• Work task
Repeat the records exactly, minus the pictures.

• Input material
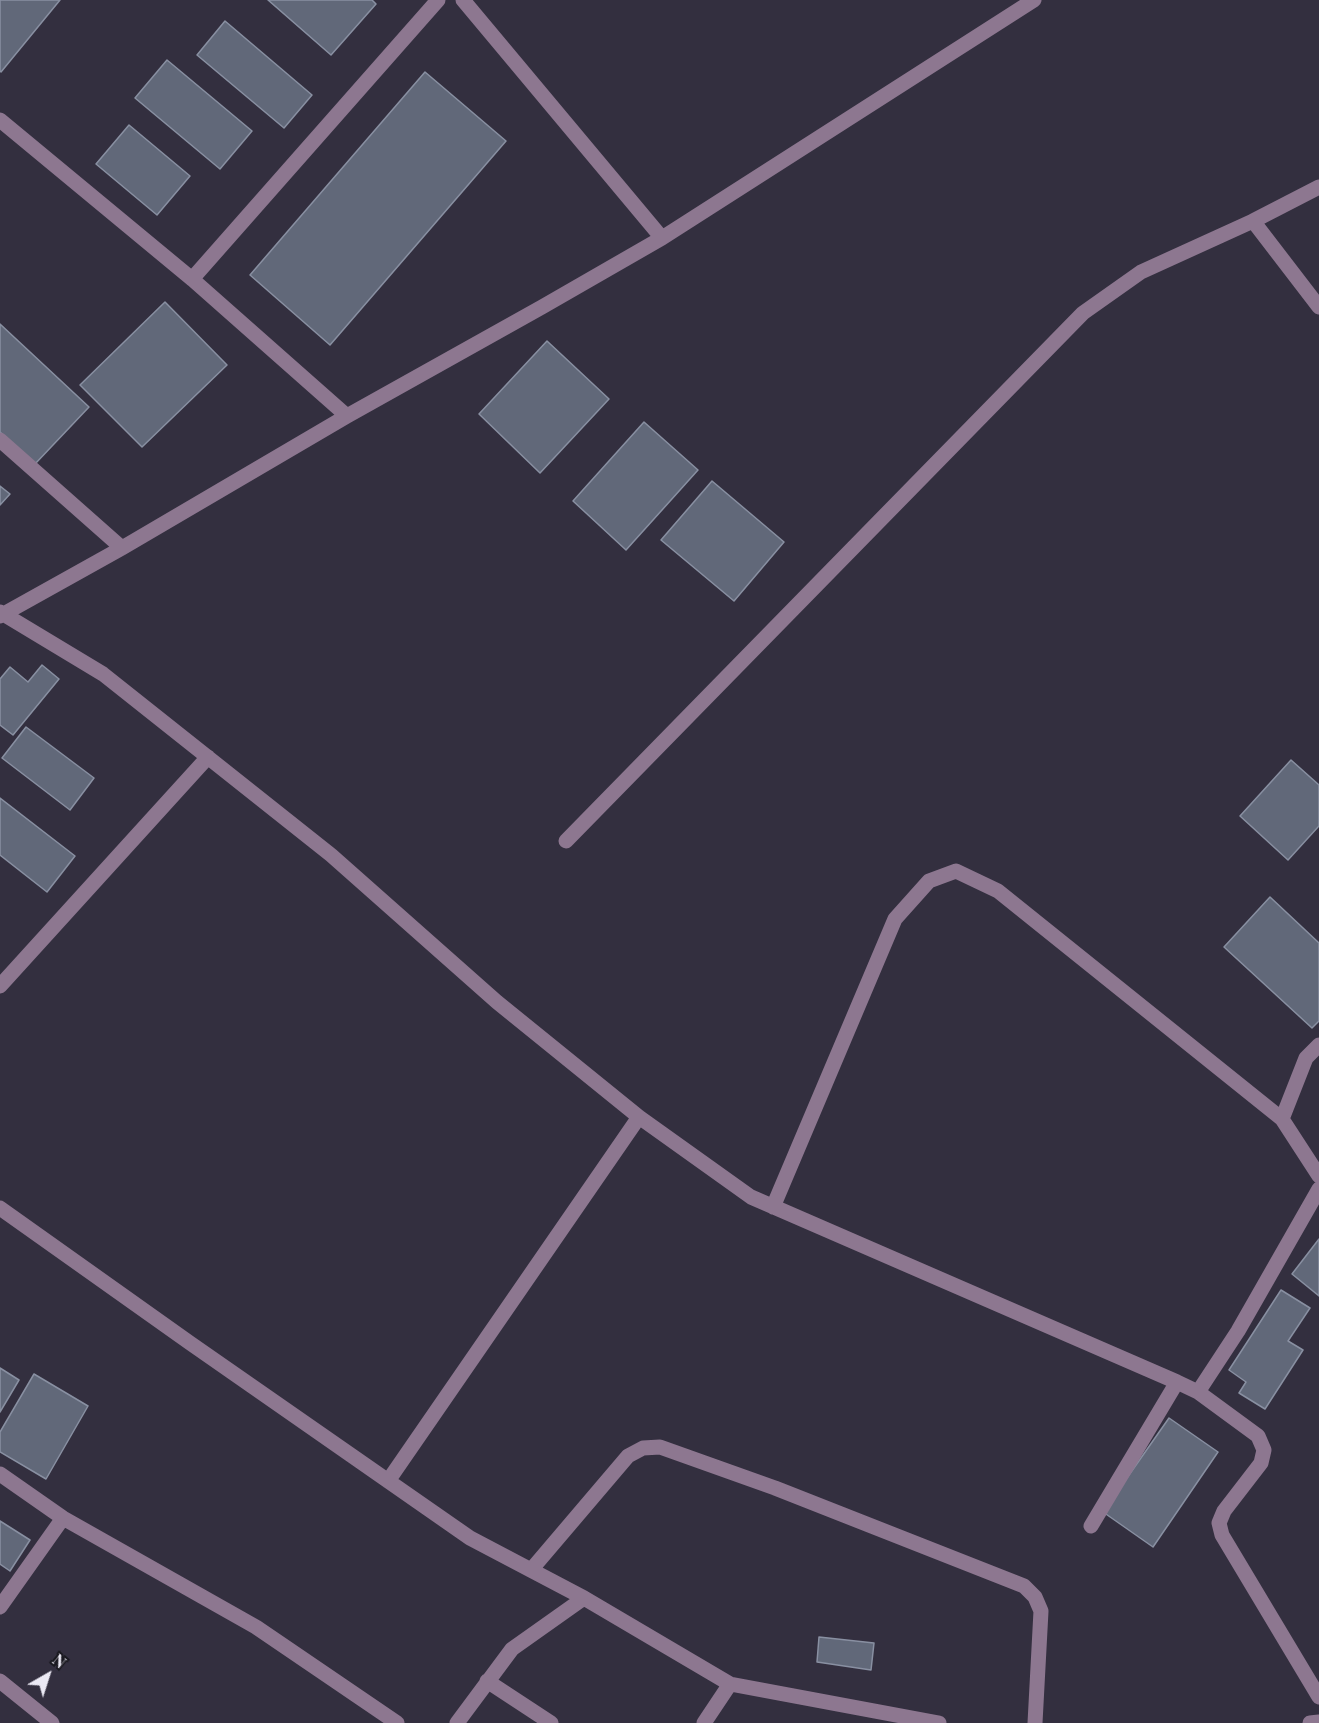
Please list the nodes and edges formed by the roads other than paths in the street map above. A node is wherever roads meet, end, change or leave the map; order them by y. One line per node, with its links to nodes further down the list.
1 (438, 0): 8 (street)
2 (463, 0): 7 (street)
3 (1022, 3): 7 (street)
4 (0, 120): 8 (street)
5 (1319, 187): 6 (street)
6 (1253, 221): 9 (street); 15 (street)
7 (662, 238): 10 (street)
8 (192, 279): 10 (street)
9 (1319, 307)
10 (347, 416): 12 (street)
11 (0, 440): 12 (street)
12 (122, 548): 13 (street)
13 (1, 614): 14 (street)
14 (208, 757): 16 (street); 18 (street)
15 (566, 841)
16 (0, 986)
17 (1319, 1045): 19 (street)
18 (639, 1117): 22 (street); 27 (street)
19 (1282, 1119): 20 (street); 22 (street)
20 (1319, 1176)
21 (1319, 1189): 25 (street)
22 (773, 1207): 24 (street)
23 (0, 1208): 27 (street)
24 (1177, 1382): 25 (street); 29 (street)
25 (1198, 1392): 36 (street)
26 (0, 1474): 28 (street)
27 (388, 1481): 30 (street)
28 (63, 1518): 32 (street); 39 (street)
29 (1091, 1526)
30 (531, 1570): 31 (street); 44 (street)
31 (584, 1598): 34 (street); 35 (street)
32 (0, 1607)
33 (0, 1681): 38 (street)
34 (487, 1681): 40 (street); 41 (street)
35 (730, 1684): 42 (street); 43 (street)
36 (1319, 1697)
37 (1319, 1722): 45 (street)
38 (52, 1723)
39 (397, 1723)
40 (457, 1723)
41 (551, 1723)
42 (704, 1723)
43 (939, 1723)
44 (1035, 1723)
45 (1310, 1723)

• Completed exercise
Please list the nodes and edges formed by the roads other than paths in the street map above. A node is wherever roads meet, end, change or leave the map; order them by y. One line per node, with its links to nodes further down the list.
1 (438, 0): 8 (street)
2 (463, 0): 7 (street)
3 (1022, 3): 7 (street)
4 (0, 120): 8 (street)
5 (1319, 187): 6 (street)
6 (1253, 221): 9 (street); 15 (street)
7 (662, 238): 10 (street)
8 (192, 279): 10 (street)
9 (1319, 307)
10 (347, 416): 12 (street)
11 (0, 440): 12 (street)
12 (122, 548): 13 (street)
13 (1, 614): 14 (street)
14 (208, 757): 16 (street); 18 (street)
15 (566, 841)
16 (0, 986)
17 (1319, 1045): 19 (street)
18 (639, 1117): 22 (street); 27 (street)
19 (1282, 1119): 20 (street); 22 (street)
20 (1319, 1176)
21 (1319, 1189): 25 (street)
22 (773, 1207): 24 (street)
23 (0, 1208): 27 (street)
24 (1177, 1382): 25 (street); 29 (street)
25 (1198, 1392): 36 (street)
26 (0, 1474): 28 (street)
27 (388, 1481): 30 (street)
28 (63, 1518): 32 (street); 39 (street)
29 (1091, 1526)
30 (531, 1570): 31 (street); 44 (street)
31 (584, 1598): 34 (street); 35 (street)
32 (0, 1607)
33 (0, 1681): 38 (street)
34 (487, 1681): 40 (street); 41 (street)
35 (730, 1684): 42 (street); 43 (street)
36 (1319, 1697)
37 (1319, 1722): 45 (street)
38 (52, 1723)
39 (397, 1723)
40 (457, 1723)
41 (551, 1723)
42 (704, 1723)
43 (939, 1723)
44 (1035, 1723)
45 (1310, 1723)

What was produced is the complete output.